Stored items
------------------------------
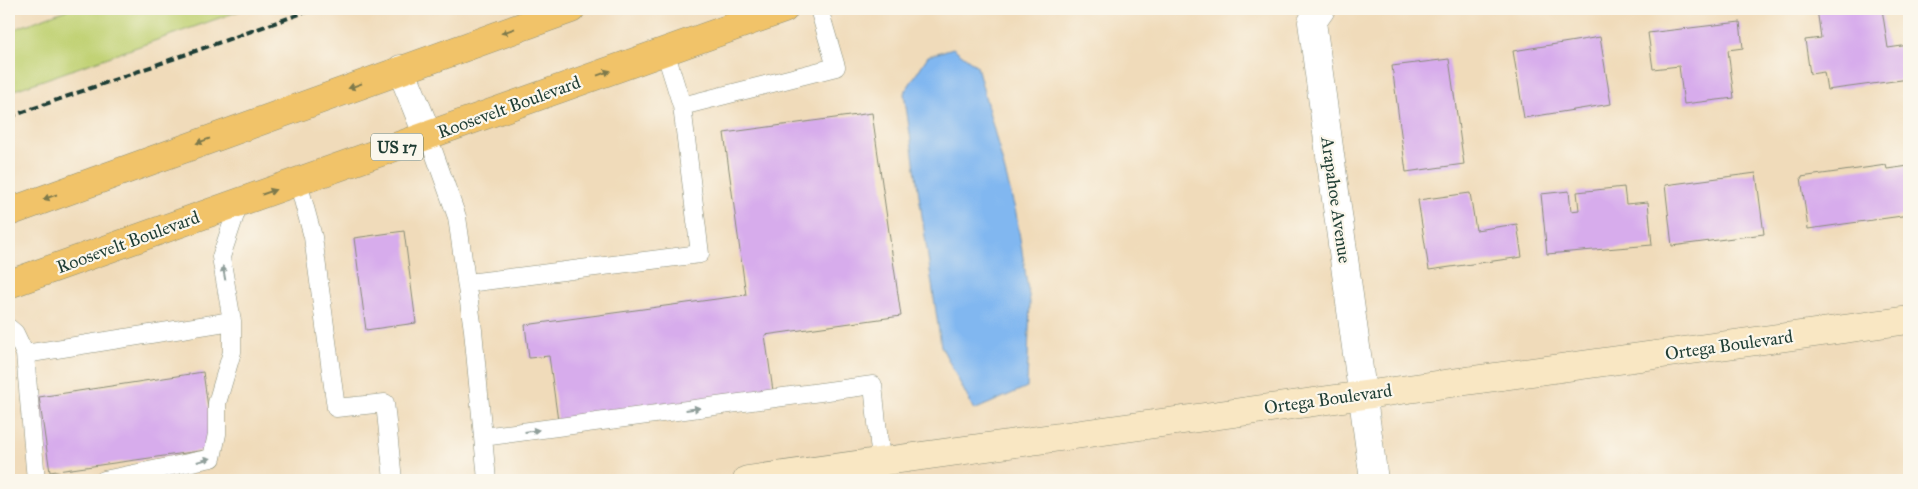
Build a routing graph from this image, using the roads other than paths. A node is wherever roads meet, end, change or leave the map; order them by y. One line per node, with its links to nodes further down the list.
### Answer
1 (571, 9): 6 (highway, one-way to 6)
2 (784, 9): 5 (highway, Roosevelt Boulevard / US 17)
3 (819, 9): 7 (lane)
4 (1321, 9): 18 (street, Arapahoe Avenue)
5 (665, 51): 7 (lane); 8 (highway, Roosevelt Boulevard / US 17, one-way to 5)
6 (402, 69): 8 (street); 11 (highway, one-way to 11)
7 (682, 106): 12 (lane)
8 (428, 136): 9 (highway, Roosevelt Boulevard / US 17); 12 (lane)
9 (298, 182): 10 (highway, Roosevelt Boulevard / US 17, one-way to 9); 23 (lane)
10 (240, 203): 13 (highway, Roosevelt Boulevard / US 17); 15 (lane, one-way to 10)
11 (9, 212)
12 (468, 283): 19 (lane)
13 (9, 284)
14 (1909, 320): 18 (main road, Ortega Boulevard)
15 (232, 321): 17 (lane); 22 (lane, one-way to 15)
16 (9, 328): 17 (lane)
17 (25, 354): 21 (lane)
18 (1362, 394): 20 (main road, Ortega Boulevard); 26 (street, Arapahoe Avenue)
19 (484, 437): 20 (lane, one-way to 20); 24 (lane)
20 (881, 461): 25 (main road, Ortega Boulevard)
21 (36, 480)
22 (104, 480)
23 (392, 480)
24 (487, 480)
25 (747, 480)
26 (1374, 480)

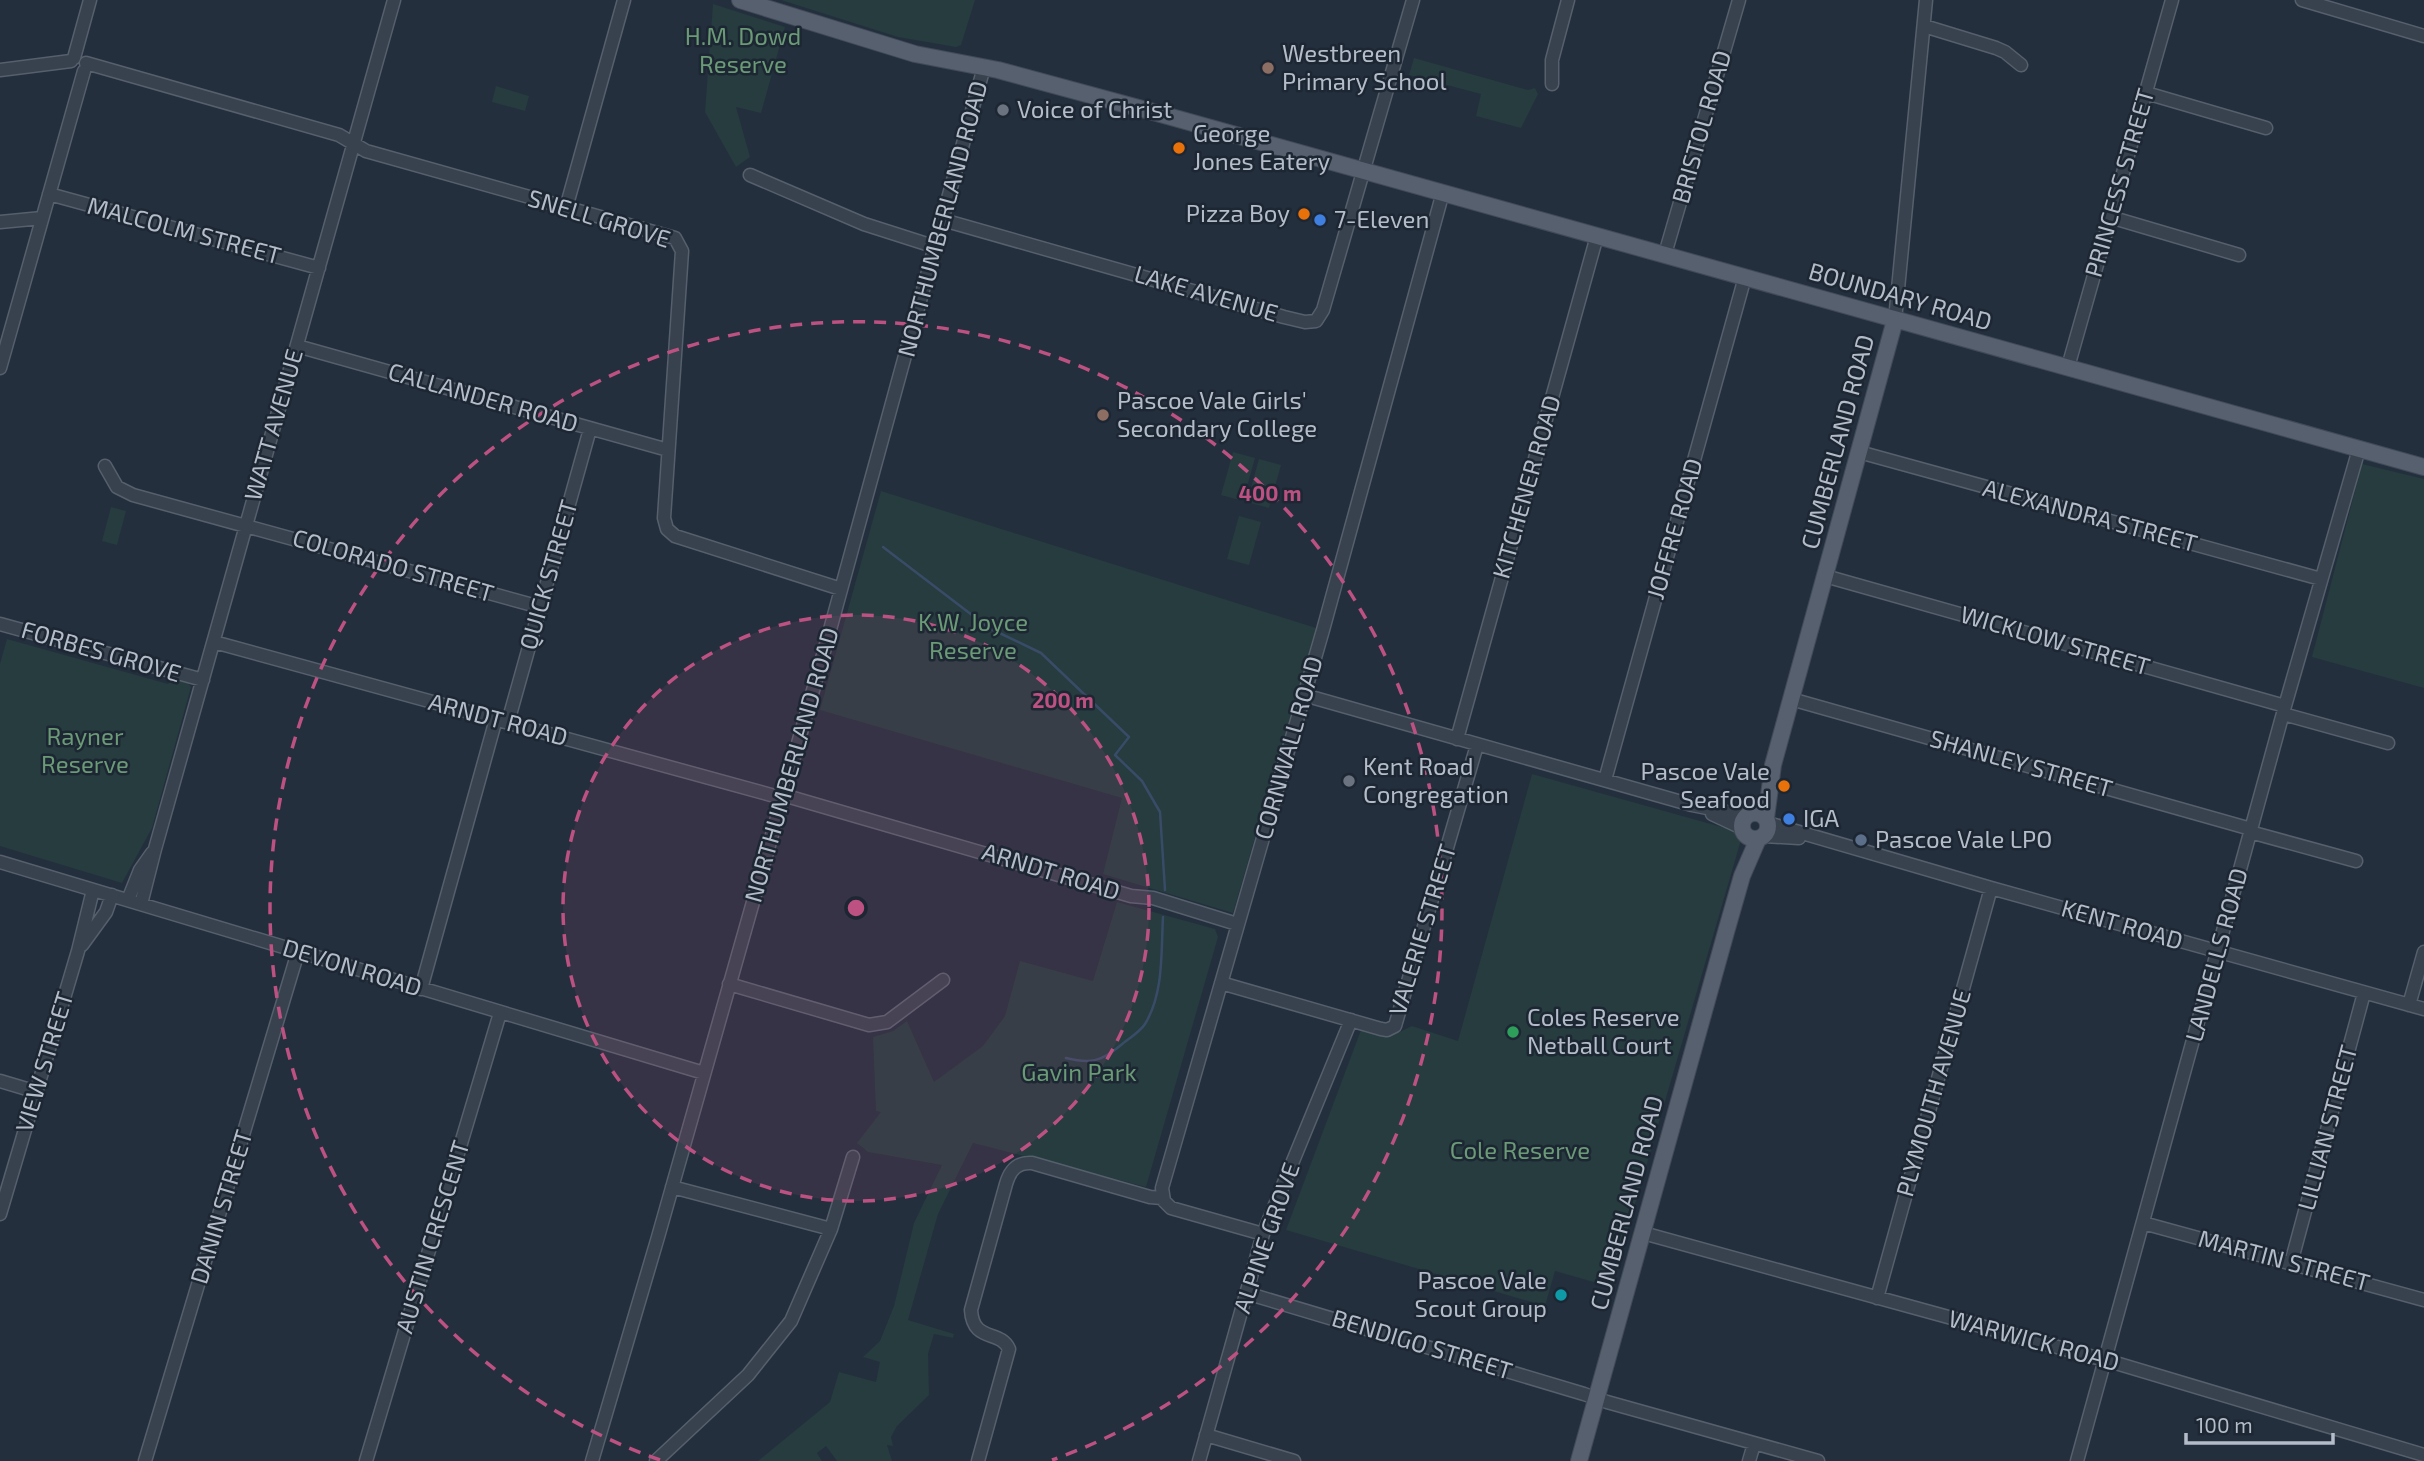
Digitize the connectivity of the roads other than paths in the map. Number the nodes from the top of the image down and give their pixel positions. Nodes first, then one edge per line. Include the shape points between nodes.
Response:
------------------------------
Your instructions
Reproduce the data word for word; no pictures.

Answer for this exercise
Build a routing graph from this image, using the roads other than paths. A node is wherever roads meet, end, change or leave the map; order them by y. One line per node, with its links to nodes further down the list.
### Answer
1 (571, 9): 6 (highway, one-way to 6)
2 (784, 9): 5 (highway, Roosevelt Boulevard / US 17)
3 (819, 9): 7 (lane)
4 (1321, 9): 18 (street, Arapahoe Avenue)
5 (665, 51): 7 (lane); 8 (highway, Roosevelt Boulevard / US 17, one-way to 5)
6 (402, 69): 8 (street); 11 (highway, one-way to 11)
7 (682, 106): 12 (lane)
8 (428, 136): 9 (highway, Roosevelt Boulevard / US 17); 12 (lane)
9 (298, 182): 10 (highway, Roosevelt Boulevard / US 17, one-way to 9); 23 (lane)
10 (240, 203): 13 (highway, Roosevelt Boulevard / US 17); 15 (lane, one-way to 10)
11 (9, 212)
12 (468, 283): 19 (lane)
13 (9, 284)
14 (1909, 320): 18 (main road, Ortega Boulevard)
15 (232, 321): 17 (lane); 22 (lane, one-way to 15)
16 (9, 328): 17 (lane)
17 (25, 354): 21 (lane)
18 (1362, 394): 20 (main road, Ortega Boulevard); 26 (street, Arapahoe Avenue)
19 (484, 437): 20 (lane, one-way to 20); 24 (lane)
20 (881, 461): 25 (main road, Ortega Boulevard)
21 (36, 480)
22 (104, 480)
23 (392, 480)
24 (487, 480)
25 (747, 480)
26 (1374, 480)

Digitize the connectivity of the roads other than paths in the map. Number the nodes from the top of the image down and give their pixel positions. Nodes first, then one edge per line. Include the shape points between nodes.
Response:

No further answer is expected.